Have any of you worked at a GMP facility…any facility??? Or do you just sit in front your computer all day answering questions you don’t know a thing about.
Okay enough of that I feel better now. In a nutshell Validation is a testing process that can be applied to computer systems, equipment cleaning processes, manufacturing processes, analytical test methods, etc. Health authorities and GMP regulated companies have developed validation processes with a specific purpose: to provide Quality Departments a process for documenting that a system can and will give results that are CONSISTENTLY within PREDETERMINED requirements.
Qualification is a lower level but yet integrated process involving the testing of computer software Hardware, infrastructure, Laboratory equipment, etc. Performing qualification on a piece of equipment provides documented evidence that the equipment can function properly and can perform all the tasks you want it to perform.
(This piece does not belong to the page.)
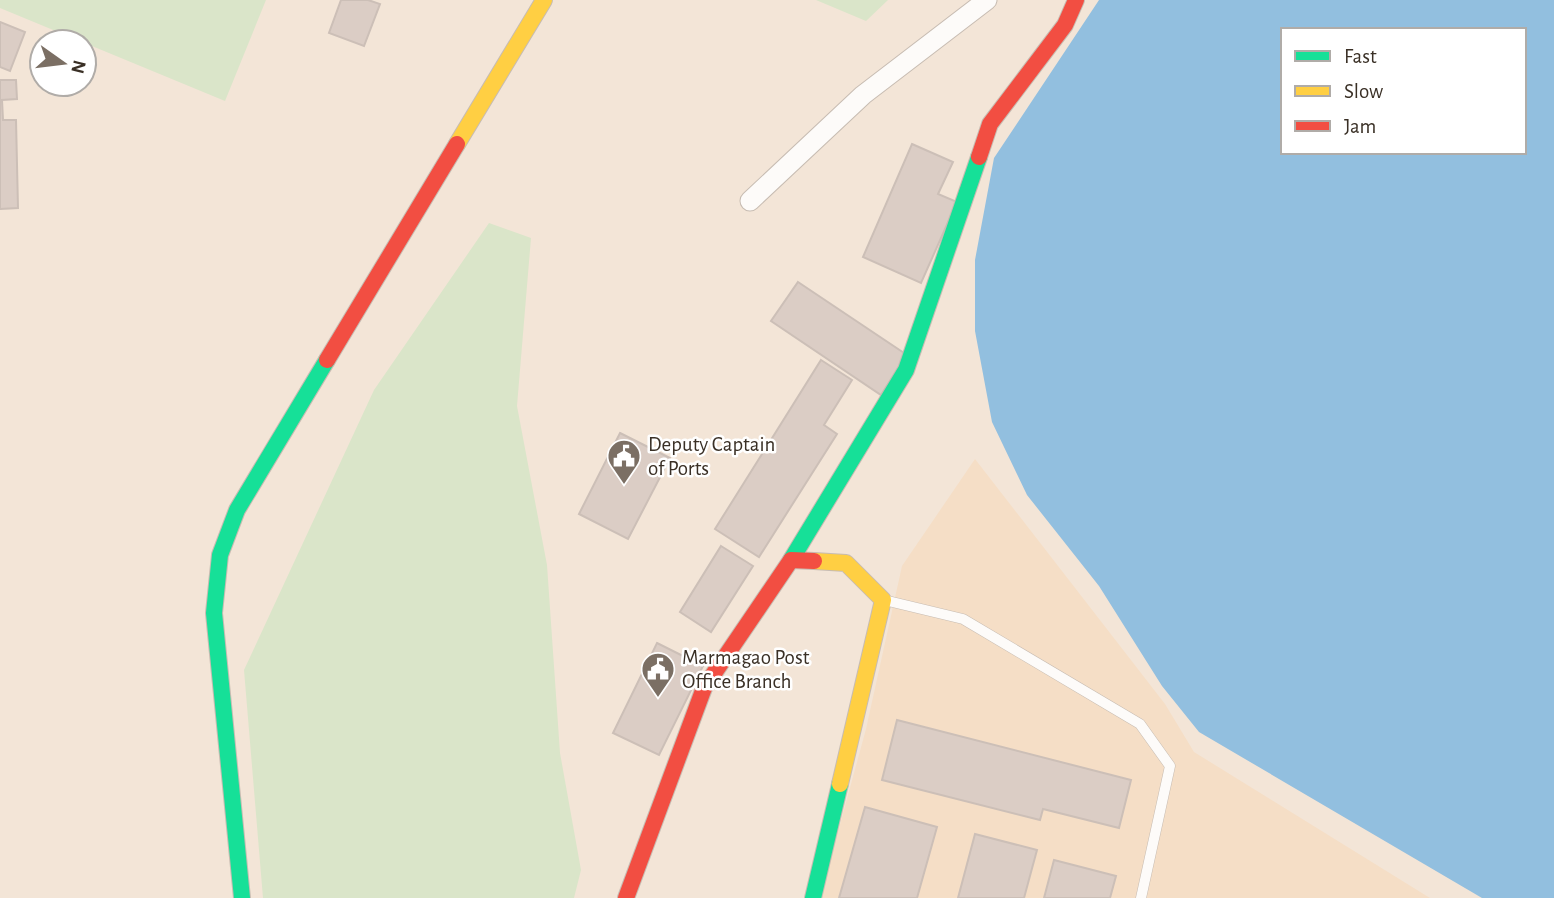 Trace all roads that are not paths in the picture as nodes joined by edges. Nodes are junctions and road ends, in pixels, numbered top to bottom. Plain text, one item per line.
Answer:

Qualification and validation are related even though there are two separate Concepts. In a way qualification is a part of validation-- an area cannot reach a validated state without good qualification of all the individual systems that make up that area. Validation differs from qualification though, validation is a much more complex process that involves more time, resources, and money.
I could talk about this all day butt you’re likely not going to understand it just reading. There is a reason why you didn’t understand a word of what you read before you word vomited on this forum… I’ve been working in big Pharma quality over 10 years and it took me a long time to understand these Concepts. Validation is no little BS thing you can learn on the Fly to impress your friends. So stop misleading people who may actually be trying to learn something. I’m not trying to complain but there is 22 other responses on this thread. I have read every single one of them and every single one of you is talking out of your butt.